Skip to content

Split-parent XML merge — streaming rewrite

Motivation

_build_parent_split_xml_result_bytes materialized the entire merged BLAST XML tree in worker memory before gzip-compressing it:

  • gzip.decompress(...) of each child's full gzipped XML
  • ET.fromstring(...) of the decompressed payload (full DOM)
  • copy.deepcopy(child_root) for the base + copy.deepcopy(iteration) per child Iteration element accumulated under one growing base_iterations
  • ET.ElementTree(base_root).write(BytesIO) then gzip.compress(...) on the final bytes

Worst case (100-shard × 200 MB per child) = >20 GB resident in one worker just to merge a single split parent. Defeats the careful chunk-based stream_blob_bytes upload path that already existed for the tabular case.

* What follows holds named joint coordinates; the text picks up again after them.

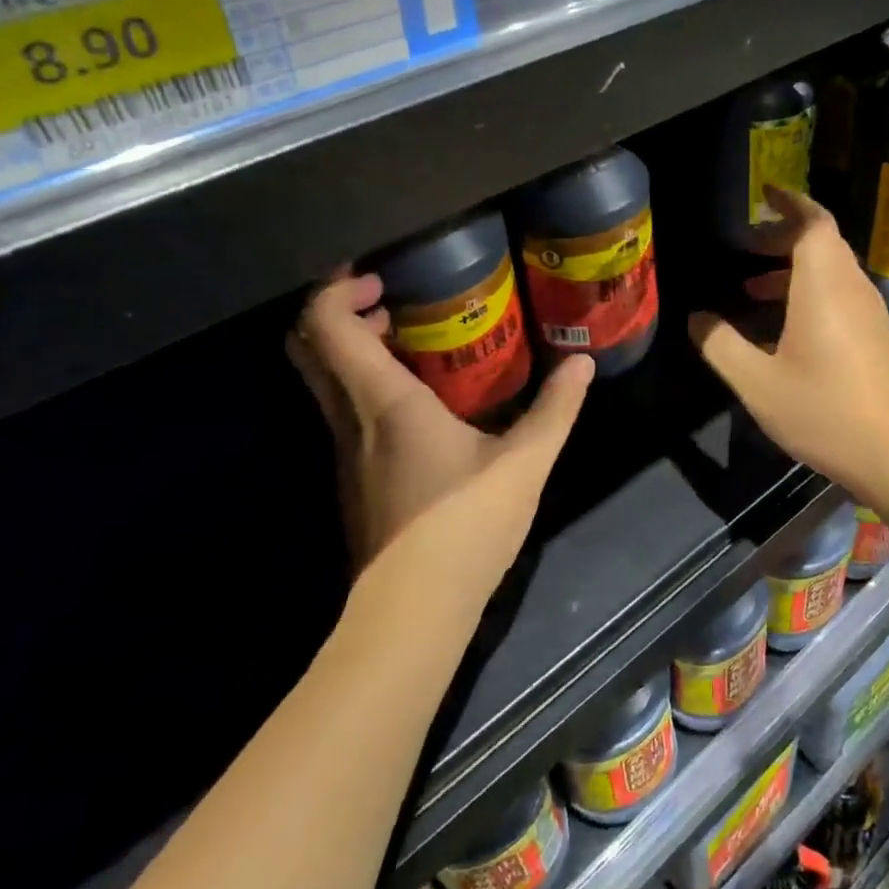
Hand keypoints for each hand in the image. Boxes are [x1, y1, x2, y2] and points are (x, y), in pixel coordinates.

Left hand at [289, 270, 592, 595]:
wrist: (414, 609)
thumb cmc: (465, 524)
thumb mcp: (525, 463)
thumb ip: (555, 408)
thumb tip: (581, 362)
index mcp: (383, 402)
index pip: (325, 326)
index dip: (338, 290)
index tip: (380, 280)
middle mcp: (349, 420)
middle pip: (307, 348)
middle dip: (336, 312)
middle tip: (387, 302)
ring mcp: (344, 453)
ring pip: (322, 382)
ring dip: (350, 350)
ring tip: (407, 342)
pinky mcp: (352, 479)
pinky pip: (342, 412)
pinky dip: (362, 385)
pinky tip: (417, 401)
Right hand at [688, 187, 888, 502]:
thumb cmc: (824, 413)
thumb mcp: (757, 383)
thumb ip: (720, 345)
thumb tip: (695, 318)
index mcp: (824, 287)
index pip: (814, 223)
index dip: (790, 203)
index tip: (764, 194)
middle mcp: (852, 289)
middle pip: (822, 242)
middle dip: (783, 237)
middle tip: (746, 247)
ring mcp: (870, 312)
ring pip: (832, 270)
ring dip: (794, 268)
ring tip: (753, 288)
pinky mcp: (878, 335)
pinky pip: (842, 293)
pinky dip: (811, 291)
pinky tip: (785, 327)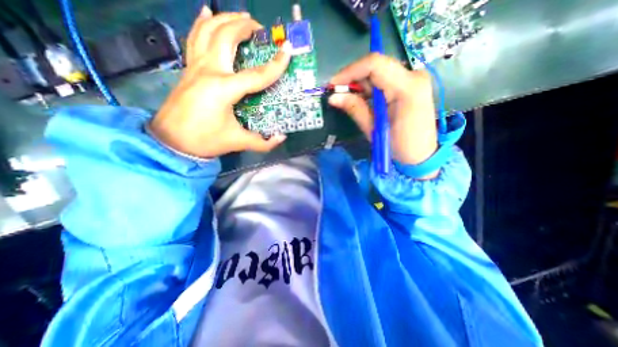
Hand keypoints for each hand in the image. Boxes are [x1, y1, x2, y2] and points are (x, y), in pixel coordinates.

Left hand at [150, 7, 292, 156]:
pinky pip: (194, 38)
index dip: (275, 65)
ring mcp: (195, 67)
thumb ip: (262, 142)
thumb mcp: (237, 142)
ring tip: (241, 17)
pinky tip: (207, 14)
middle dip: (245, 27)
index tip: (287, 51)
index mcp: (223, 89)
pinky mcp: (188, 69)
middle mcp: (209, 71)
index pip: (256, 74)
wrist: (171, 141)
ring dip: (225, 19)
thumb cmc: (205, 140)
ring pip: (208, 31)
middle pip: (226, 37)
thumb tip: (281, 138)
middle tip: (261, 30)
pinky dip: (202, 23)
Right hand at [328, 55, 438, 175]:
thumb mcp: (373, 129)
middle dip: (353, 78)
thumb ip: (355, 108)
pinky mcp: (410, 86)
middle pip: (376, 66)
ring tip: (346, 98)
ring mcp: (413, 79)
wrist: (421, 155)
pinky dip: (369, 88)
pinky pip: (385, 80)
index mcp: (407, 88)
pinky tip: (360, 99)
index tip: (333, 85)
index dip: (350, 72)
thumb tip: (333, 97)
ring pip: (379, 72)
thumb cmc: (399, 147)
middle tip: (337, 93)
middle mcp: (413, 76)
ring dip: (360, 84)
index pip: (375, 65)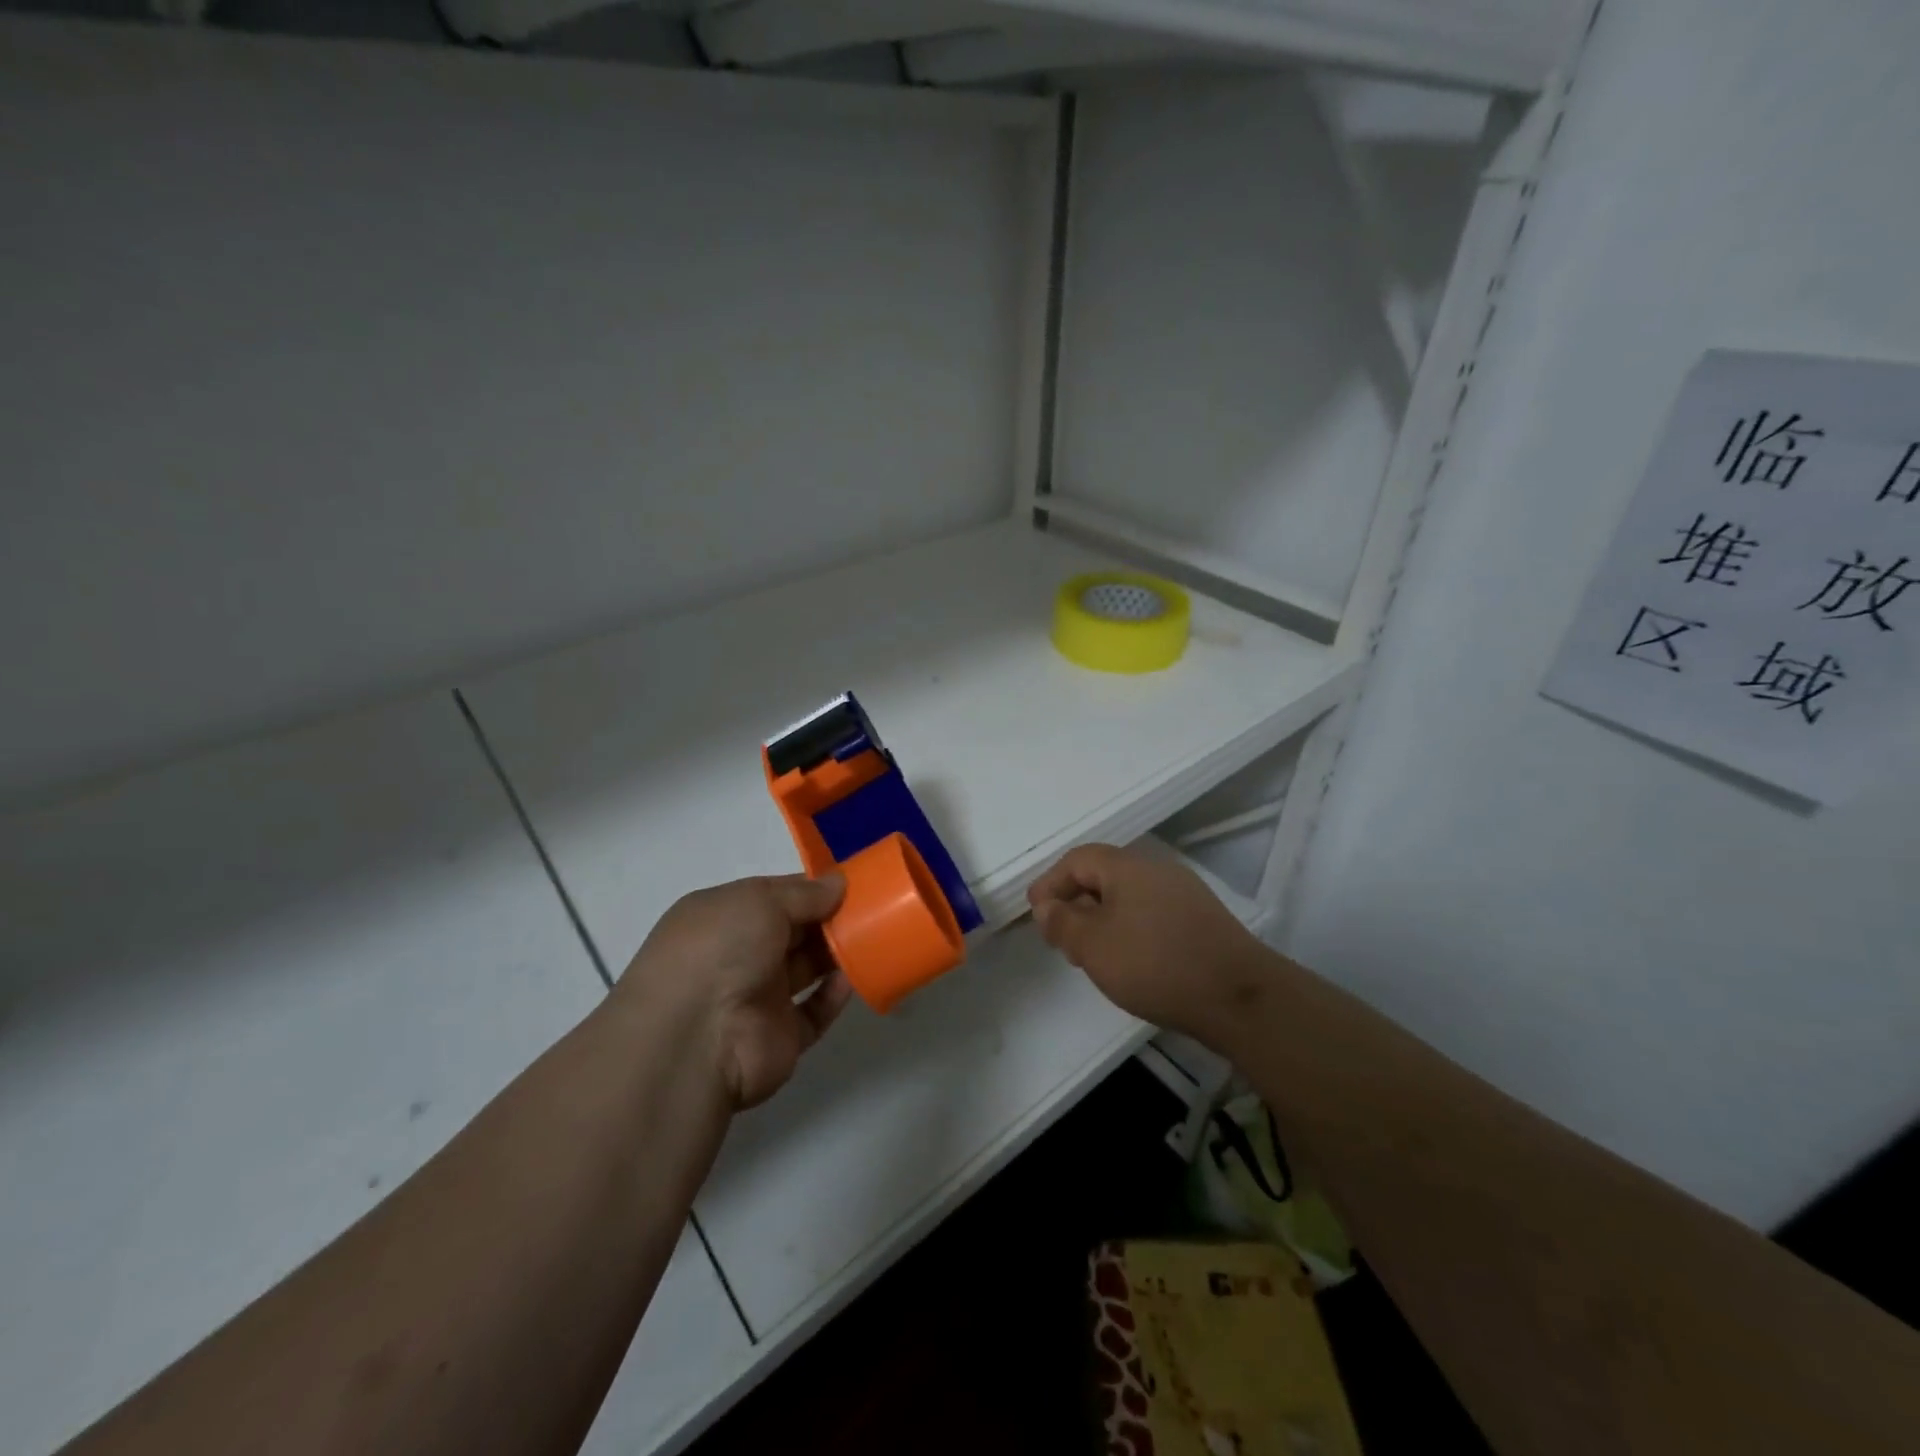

The companion helper _read_split_child_merged_result_bytes defeated the streaming download with a b"".join(stream_blob_bytes(...)).

User-facing change

None. Same merged BLAST XML is produced (same BlastOutput_program, BlastOutput_version, BlastOutput_iterations content, same renumbered Iteration_iter-num). Worker RSS stays bounded by one Iteration element + gzip window regardless of child count or per-child file size.

API / IaC diff

  • New _iter_parent_split_xml_chunks(...) generator in api/tasks/blast/split_pipeline.py:
  • Streams each child gzip blob through _GeneratorByteReader (stream_blob_bytesgzip.GzipFile(fileobj=…)ET.iterparse).
  • Saves only the first child's BlastOutput_* metadata tags, emits a rebuilt header with BlastOutput_db overridden once.
  • For each <Iteration> end event: renumber, serialize, feed to zlib.compressobj(wbits=16+MAX_WBITS), yield the compressed bytes, .remove() the element from its parent and .clear() it so the iterparse tree never accumulates.
  • Caller (_write_split_parent_result_artifacts) passes the generator directly to upload_blob_bytes — no [buffered_bytes] wrap.
  • Legacy _build_parent_split_xml_result_bytes(...) retained as a thin shim that materializes the streaming generator. Kept solely for the existing test fixtures and api.tasks.blast.__init__ re-export contract so external monkeypatch sites do not break.
  • _GeneratorByteReader added — minimal read-only binary file-like over a bytes iterator. Used by the streaming merge to chain stream_blob_bytes → GzipFile → iterparse without materializing the decompressed payload.
  • __all__ export and api/tasks/blast/__init__.py re-export updated to surface _iter_parent_split_xml_chunks.

Validation

  • uv run pytest -q api/tests/test_blast_tasks.py — 120 passed (XML merge test test_write_split_parent_result_artifacts_merges_child_xml exercises the new path; output schema unchanged).
  • uv run ruff check api/tasks/blast/split_pipeline.py api/tasks/blast/__init__.py — clean.